気づかなかったふりをして軽く払おうと思ったが、彼の握力は、軽く払えるようなものではなかった。大きな手は私の腕を離さない——彼が私の心を捉えて離さないのと同じように。
これほど強く掴まれては、もはや気づかなかったふりなどできない。仕方がないので振り返ることにした。
「何でしょうか」
気まずさのせいか、つい冷たいことを言ってしまう。後悔しても時既に遅し。
「あ、いや……いきなり掴んだりしてすまん」
恐る恐る武田の顔に視線をやる。彼は気まずそうな顔をしていた。
「実は相談したいことがある」
「え?」
まさか、本当にあるとは。
「沙羅がそう言ってくれるなら、ぜひ甘えさせてもらいたい。構わないだろうか」
当然だ。武田に頼ってもらえているのだから、断る理由などあるわけがない。
「構いませんけど……でも、私でいいんですか?」
「あぁ、もちろん。むしろお前がいい。これは沙羅にしか相談できないことだ」
「は、はいっ。任せて下さい!」
レイを見習って元気よく返事してみたところ、見事なまでに失敗した。
冷静に考えれば、私がレイのように爽やかに振る舞えるはずがない。馬鹿げた試みであることは誰の目にも明らかだ。やってしまったな、と後悔した。今日はこんなことばかりである。
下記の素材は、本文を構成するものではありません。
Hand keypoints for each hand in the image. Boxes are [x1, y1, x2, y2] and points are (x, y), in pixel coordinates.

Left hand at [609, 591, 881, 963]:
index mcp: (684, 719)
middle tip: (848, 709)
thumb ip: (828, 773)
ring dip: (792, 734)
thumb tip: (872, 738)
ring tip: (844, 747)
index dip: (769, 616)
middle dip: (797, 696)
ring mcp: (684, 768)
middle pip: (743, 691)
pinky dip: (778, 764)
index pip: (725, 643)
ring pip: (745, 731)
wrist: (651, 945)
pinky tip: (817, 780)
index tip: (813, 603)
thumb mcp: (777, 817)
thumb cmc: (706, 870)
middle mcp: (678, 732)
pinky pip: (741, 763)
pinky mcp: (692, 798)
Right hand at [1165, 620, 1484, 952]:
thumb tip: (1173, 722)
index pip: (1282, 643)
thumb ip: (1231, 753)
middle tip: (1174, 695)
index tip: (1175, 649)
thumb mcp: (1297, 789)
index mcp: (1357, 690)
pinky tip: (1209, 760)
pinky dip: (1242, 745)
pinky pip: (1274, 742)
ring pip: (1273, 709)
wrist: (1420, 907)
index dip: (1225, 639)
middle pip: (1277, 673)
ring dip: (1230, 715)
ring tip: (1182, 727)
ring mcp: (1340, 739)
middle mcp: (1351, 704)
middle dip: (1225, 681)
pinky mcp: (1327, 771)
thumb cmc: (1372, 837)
そんな私を見て、武田はふっと笑みをこぼした。地味だが確かに笑っている。どうやら面白かったらしい。
「元気そうで何よりだ」
彼はそんなことを言った。彼らしくない、柔らかな表情と声で。
今日は妙に長い日だ。
既に色々あったにもかかわらず、まだ終わりそうにない。今日は本当に色々なことが起こり続ける日である。とにかく巻き込まれる。
でも、不思議なことに、嫌だとは微塵も思わなかった。